Sir Ralph Sadler PC, Knight banneret[2] (1507 – 30 March 1587;[2] also spelled Sadleir, Sadlier) was an English statesman, who served Henry VIII as Privy Councillor, Secretary of State and ambassador to Scotland. Sadler went on to serve Edward VI, although having signed the device settling the crown on Jane Grey, was obliged to retire to his estates during the reign of Mary I.[2] Sadler was restored to royal favour during the reign of Elizabeth I, serving as a Privy Councillor and once again participating in Anglo-Scottish diplomacy. He was appointed Chancellor of the Duchy of Lancaster in May 1568.[2]

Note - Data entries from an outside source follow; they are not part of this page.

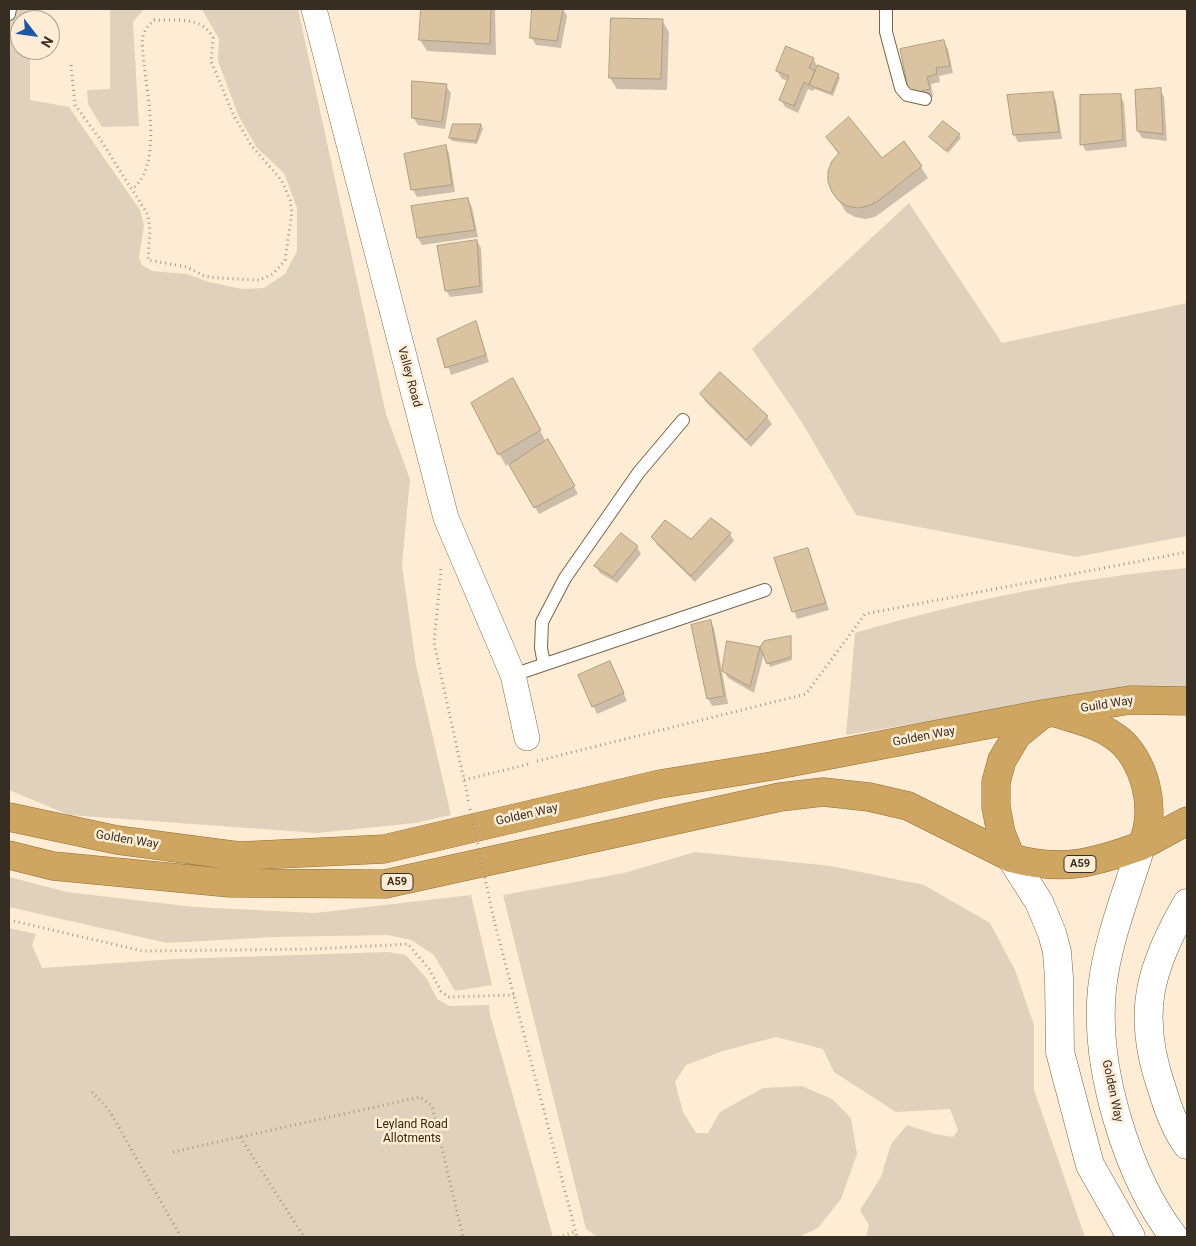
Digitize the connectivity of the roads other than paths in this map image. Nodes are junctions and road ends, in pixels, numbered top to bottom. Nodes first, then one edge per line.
1 (10, 9) edge
2 (314, 9) edge
3 (886, 9) edge
4 (9, 14) edge
5 (925, 99) dead end
6 (683, 420) dead end
7 (765, 590) dead end
8 (544, 664) junction
9 (513, 675) junction
10 (1187, 702) edge
11 (1050, 714) junction
12 (527, 738) dead end
13 (9, 817) edge
14 (1187, 821) edge
15 (1142, 846) junction
16 (9, 855) edge
17 (1010, 858) junction
18 (1187, 903) edge
19 (1187, 1145) edge
20 (1131, 1237) edge
21 (1174, 1237) edge

1 - 4 lane
2 - 9 street, Valley Road
3 - 5 lane
6 - 8 lane
7 - 8 lane
8 - 9 lane
9 - 12 street, Valley Road
10 - 11 highway, Guild Way
11 - 13 highway, Golden Way
11 - 15 highway
11 - 17 highway
14 - 15 highway, A59
15 - 17 highway, A59
15 - 21 main road, Golden Way
16 - 17 highway, A59
17 - 20 main road
18 - 19 main road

Sutton House, Hackney, was built in 1535 by Sir Ralph Sadleir

Family and early life

Ralph Sadler was born in Hackney, Middlesex, the elder son of Henry Sadler,[3] a minor official in the service of the Marquess of Dorset and Sir Edward Belknap.[4] Henry Sadler was originally from Warwickshire, but later settled in Hackney.[2] Ralph had a brother, John, who commanded a company at the Siege of Boulogne in 1544.[5]

At around seven years of age, Sadler was placed in the household of Thomas Cromwell, later Earl of Essex, where he received an excellent education.[4] He was taught to read and write, becoming fluent in French, Latin and Greek and acquired a working knowledge of the law.[2] He proved to be not only intelligent and resourceful, but also capable of great feats of horsemanship and was skilled at falconry.[6] He was fortunate to find allocation of lodging at Court, without which an aspiring courtier had to seek permission from the King, and a potentially ruinous bill for accommodation near Hampton Court. He pleaded with Cromwell that banishment from court would mean utter disgrace and penury.[7]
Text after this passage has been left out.